The Adolescent establishes from the outset that the point of view of the teenage first-person narrator is constantly shifting; the labile nature of adolescence is the ideal platform for demonstrating the treachery of discourse. Arkady begins his narrative by proclaiming that he is “[u]nable to hold back”, professing that a sense of necessity drives him to tell his story, but then in the very next sentence he claims that he “could actually get by without doing so” (). This is because his narrative is pervaded by a feature of polyphony Bakhtin called a “loophole”:
the retention for oneself of the possibility for uttering the ultimate, final meaning of one’s own words […] The loophole makes all the heroes’ self-definitions unstable, the word in them has no hard and fast meaning, and at any moment, like a chameleon, it is ready to change its tone and its ultimate meaning. The loophole makes the hero ambiguous and elusive even for himself […] The hero does not know whose opinion, whose statement is ultimately the final judgment on him […] ()
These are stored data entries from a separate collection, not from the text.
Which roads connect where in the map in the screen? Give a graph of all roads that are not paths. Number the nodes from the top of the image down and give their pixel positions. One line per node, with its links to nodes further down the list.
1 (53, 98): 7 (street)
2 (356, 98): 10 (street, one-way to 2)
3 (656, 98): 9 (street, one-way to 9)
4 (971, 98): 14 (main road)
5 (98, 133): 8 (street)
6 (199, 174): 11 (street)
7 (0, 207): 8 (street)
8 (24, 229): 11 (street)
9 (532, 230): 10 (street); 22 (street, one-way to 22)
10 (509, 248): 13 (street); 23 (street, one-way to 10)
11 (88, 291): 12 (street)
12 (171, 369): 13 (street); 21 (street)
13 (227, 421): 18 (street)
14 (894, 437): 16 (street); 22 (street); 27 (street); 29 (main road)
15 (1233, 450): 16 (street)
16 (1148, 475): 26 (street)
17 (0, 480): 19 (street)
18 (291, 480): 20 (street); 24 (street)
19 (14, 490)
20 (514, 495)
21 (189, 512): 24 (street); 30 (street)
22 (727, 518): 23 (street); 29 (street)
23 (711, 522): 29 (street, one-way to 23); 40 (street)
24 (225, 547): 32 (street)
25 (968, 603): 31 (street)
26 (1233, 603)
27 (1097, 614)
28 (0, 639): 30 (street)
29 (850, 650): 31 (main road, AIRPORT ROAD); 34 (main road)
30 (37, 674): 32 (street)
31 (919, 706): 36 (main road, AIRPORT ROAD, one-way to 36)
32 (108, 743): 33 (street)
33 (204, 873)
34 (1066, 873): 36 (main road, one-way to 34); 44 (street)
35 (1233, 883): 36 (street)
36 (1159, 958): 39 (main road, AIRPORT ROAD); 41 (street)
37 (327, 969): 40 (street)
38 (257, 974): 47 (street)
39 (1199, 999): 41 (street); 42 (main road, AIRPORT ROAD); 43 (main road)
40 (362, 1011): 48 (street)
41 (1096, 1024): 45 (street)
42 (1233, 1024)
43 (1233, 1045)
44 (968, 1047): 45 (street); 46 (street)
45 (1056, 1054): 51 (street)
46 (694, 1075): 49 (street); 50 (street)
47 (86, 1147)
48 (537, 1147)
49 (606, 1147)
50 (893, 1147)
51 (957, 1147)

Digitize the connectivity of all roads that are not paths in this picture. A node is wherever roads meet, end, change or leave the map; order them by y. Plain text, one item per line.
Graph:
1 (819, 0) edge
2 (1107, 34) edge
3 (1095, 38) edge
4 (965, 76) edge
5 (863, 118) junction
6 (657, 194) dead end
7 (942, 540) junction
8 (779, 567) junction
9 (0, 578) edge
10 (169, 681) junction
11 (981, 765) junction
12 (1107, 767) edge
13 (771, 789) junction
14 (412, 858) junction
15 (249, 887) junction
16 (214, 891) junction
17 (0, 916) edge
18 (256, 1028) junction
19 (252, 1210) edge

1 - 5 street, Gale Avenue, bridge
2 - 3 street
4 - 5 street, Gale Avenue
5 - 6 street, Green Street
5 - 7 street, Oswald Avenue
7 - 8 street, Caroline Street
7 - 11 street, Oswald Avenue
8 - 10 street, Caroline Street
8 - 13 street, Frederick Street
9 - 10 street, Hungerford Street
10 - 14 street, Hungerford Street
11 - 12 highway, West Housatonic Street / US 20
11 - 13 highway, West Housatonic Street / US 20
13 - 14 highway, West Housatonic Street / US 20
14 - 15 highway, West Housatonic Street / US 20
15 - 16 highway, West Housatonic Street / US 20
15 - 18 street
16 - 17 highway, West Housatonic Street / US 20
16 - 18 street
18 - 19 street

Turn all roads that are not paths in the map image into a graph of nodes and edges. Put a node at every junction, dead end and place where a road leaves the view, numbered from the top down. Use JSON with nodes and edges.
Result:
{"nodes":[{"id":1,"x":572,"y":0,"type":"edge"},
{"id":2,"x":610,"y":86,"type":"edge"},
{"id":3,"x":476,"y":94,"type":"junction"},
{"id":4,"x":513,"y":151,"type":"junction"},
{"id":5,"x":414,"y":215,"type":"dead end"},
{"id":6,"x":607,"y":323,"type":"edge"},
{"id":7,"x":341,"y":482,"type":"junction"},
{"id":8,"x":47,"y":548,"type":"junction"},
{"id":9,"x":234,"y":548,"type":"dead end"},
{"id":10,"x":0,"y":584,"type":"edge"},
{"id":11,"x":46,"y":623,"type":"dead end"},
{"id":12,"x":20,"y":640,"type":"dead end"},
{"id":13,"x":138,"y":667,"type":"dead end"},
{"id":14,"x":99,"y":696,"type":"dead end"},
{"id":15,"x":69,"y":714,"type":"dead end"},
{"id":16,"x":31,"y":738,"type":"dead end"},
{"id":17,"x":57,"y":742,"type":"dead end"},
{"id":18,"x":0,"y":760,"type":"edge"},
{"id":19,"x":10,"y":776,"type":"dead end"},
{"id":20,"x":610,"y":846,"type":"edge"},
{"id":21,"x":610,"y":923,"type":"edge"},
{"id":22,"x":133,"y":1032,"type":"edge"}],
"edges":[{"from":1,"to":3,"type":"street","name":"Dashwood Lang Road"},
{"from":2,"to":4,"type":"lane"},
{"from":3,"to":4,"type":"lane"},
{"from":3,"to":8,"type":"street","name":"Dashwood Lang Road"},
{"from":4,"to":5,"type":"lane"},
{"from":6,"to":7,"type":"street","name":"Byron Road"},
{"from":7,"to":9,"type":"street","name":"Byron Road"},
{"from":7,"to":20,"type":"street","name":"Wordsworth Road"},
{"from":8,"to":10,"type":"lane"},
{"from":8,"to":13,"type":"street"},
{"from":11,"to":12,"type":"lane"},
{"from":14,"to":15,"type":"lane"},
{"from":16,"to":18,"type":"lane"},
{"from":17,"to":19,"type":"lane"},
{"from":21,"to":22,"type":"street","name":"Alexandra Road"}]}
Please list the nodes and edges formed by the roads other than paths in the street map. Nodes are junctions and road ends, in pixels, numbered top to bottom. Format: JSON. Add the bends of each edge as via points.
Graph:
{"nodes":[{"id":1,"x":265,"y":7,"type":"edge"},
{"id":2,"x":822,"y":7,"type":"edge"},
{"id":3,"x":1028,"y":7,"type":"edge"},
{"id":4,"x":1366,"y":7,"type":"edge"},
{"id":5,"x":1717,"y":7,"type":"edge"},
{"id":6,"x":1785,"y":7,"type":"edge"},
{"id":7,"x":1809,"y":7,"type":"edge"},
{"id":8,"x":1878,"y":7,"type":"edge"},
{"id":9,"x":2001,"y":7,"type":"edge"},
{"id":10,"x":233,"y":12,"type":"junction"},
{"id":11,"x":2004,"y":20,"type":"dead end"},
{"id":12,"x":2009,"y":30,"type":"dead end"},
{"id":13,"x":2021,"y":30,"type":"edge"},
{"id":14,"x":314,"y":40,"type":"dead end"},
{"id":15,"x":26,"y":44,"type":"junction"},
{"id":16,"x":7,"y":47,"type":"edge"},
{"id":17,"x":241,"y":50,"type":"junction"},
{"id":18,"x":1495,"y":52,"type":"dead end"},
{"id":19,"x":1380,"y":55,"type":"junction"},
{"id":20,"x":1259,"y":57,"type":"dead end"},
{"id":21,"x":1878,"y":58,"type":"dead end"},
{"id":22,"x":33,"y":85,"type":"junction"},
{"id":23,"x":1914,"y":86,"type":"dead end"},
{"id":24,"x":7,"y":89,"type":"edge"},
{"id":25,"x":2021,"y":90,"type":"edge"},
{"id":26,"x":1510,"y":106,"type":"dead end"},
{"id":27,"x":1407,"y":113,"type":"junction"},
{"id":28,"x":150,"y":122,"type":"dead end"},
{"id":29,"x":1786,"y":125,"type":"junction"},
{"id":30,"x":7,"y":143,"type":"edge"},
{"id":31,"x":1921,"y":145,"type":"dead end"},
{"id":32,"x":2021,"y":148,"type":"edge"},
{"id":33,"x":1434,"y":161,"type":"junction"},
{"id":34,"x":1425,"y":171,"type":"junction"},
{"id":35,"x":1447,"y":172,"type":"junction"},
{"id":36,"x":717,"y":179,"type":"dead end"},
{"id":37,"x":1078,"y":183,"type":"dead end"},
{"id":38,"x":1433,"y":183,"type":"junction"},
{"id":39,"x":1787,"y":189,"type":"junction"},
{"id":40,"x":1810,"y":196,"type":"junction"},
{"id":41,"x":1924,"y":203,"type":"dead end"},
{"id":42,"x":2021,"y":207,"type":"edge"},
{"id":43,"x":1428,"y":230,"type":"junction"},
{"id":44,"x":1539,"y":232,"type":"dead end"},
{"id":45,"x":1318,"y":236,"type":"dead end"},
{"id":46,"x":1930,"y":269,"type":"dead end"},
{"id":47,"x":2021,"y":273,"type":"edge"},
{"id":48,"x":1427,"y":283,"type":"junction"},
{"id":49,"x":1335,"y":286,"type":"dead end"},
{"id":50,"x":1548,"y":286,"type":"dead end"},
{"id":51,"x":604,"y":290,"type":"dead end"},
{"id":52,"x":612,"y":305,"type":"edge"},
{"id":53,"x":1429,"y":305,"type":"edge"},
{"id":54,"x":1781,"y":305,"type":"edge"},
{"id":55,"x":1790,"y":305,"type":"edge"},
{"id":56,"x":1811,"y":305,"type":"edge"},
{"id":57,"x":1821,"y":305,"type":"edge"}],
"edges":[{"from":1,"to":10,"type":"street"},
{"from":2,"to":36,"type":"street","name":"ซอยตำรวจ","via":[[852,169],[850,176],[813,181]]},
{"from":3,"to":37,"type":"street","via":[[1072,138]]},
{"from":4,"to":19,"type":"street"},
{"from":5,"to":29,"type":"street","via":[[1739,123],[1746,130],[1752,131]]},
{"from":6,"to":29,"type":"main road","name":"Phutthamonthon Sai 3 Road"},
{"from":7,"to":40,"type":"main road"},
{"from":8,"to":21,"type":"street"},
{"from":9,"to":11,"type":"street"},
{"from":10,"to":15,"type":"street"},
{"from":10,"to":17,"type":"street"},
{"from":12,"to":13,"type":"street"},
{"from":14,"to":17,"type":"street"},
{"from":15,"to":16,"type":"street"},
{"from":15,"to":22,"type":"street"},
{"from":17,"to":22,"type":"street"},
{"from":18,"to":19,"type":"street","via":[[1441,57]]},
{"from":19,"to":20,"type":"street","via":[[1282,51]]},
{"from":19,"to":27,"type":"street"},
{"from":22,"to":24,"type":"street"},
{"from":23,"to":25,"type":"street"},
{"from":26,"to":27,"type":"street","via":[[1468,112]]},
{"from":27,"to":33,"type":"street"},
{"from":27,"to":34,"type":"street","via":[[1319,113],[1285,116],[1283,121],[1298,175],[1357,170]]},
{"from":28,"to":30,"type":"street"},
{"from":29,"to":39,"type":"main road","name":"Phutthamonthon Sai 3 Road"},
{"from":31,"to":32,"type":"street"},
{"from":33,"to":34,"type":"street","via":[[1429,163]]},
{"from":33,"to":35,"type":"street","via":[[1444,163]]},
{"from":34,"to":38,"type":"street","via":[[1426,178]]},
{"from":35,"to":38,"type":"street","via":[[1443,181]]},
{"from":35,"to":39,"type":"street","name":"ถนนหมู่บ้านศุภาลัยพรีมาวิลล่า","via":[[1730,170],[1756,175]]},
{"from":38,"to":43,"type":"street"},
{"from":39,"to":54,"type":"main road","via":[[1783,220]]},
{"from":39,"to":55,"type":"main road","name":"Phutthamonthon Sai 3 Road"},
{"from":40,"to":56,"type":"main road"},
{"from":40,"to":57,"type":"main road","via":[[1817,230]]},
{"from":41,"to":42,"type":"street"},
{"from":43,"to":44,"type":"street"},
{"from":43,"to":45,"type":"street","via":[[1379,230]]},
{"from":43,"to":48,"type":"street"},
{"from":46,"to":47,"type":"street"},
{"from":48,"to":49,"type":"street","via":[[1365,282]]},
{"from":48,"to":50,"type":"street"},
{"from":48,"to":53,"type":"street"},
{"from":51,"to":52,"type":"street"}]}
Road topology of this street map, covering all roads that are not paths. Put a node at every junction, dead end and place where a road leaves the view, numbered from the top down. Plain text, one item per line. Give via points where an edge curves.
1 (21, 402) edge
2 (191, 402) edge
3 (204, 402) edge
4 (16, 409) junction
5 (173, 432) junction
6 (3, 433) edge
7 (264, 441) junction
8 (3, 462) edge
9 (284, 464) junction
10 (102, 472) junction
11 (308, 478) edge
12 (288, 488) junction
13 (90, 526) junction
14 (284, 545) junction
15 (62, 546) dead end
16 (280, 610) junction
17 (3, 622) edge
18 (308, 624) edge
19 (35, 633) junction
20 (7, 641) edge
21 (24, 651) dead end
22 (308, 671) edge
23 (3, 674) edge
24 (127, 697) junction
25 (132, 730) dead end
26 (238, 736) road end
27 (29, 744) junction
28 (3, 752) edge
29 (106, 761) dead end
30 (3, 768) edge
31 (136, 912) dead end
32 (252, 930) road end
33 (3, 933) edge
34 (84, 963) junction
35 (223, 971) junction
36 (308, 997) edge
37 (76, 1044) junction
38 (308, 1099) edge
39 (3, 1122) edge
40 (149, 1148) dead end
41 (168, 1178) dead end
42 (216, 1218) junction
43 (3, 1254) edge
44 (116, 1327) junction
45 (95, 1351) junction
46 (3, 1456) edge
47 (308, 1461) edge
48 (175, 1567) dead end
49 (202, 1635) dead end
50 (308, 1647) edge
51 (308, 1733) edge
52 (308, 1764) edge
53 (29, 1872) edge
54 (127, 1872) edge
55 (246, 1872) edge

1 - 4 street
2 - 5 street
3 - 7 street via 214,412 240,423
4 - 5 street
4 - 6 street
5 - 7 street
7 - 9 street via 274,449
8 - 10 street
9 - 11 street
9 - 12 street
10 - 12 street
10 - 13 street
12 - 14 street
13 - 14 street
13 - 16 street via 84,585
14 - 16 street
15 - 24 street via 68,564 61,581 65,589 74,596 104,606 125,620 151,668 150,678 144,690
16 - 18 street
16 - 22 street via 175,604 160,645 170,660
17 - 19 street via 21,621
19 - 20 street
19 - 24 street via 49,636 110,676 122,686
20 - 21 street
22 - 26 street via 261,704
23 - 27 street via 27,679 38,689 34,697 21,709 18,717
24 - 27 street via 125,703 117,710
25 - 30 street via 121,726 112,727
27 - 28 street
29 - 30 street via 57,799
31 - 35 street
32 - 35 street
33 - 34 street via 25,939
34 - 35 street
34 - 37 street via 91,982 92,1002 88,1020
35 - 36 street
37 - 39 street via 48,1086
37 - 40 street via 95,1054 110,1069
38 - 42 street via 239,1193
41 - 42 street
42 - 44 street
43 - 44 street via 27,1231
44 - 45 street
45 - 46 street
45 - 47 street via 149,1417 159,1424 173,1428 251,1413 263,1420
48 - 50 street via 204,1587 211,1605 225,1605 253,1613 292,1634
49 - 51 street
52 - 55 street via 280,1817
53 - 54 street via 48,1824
Arkady is intensely concerned with what others think of him, and his narrative is oriented towards trying to determine a stable identity for himself. This orientation, in spite of his assertion that he is writing solely for himself and not “to win the reader’s acclaim” (), is manifested in a frequent recourse to justifying himself before his imagined readers, for example, “I’ve just envisaged that if I had at least one reader he’d probably roar with laughter at me, a most ridiculous adolescent who, having held on to his silly innocence, butts in to judge and decide things he doesn’t understand” (). Arkady fixates on the judgement of all who know him, whether this be his family, his schoolmates, the young radicals of the Dergachev group, or above all his father, constantly seeking to demonstrate he is other than their appraisal of him. His every word is therefore shot through with a “sideward glance”, to use another of Bakhtin’s terms, that colours his discourse with anticipation of others’ voices. Further, he regularly undermines his own reliability, first assuring the reader that he is “deliberately not omitting the slightest strand”, then that he “won’t describe anything now that doesn’t have a direct bearing on the matter”, and eventually that “perhaps I’ve slandered myself for half or even seventy-five per cent of the time” (). This results in an extremely audacious, heteroglossic narrative that undergoes unpredictable changes of tone and direction, “embracing an aesthetics of chaos” (), and making it one of the most challenging to read of Dostoevsky’s novels. Arkady’s disrupted narrative forces the reader to establish the flow between the different elements of the plot, such as between events within and outside the novel’s timeframe, and other characters’ versions of those events that he did not witness. We must remember that Arkady has vowed not to edit or polish his manuscript, in his desire to present an authentic account of all that has befallen him, hence this disordered narrative is part of Dostoevsky’s design.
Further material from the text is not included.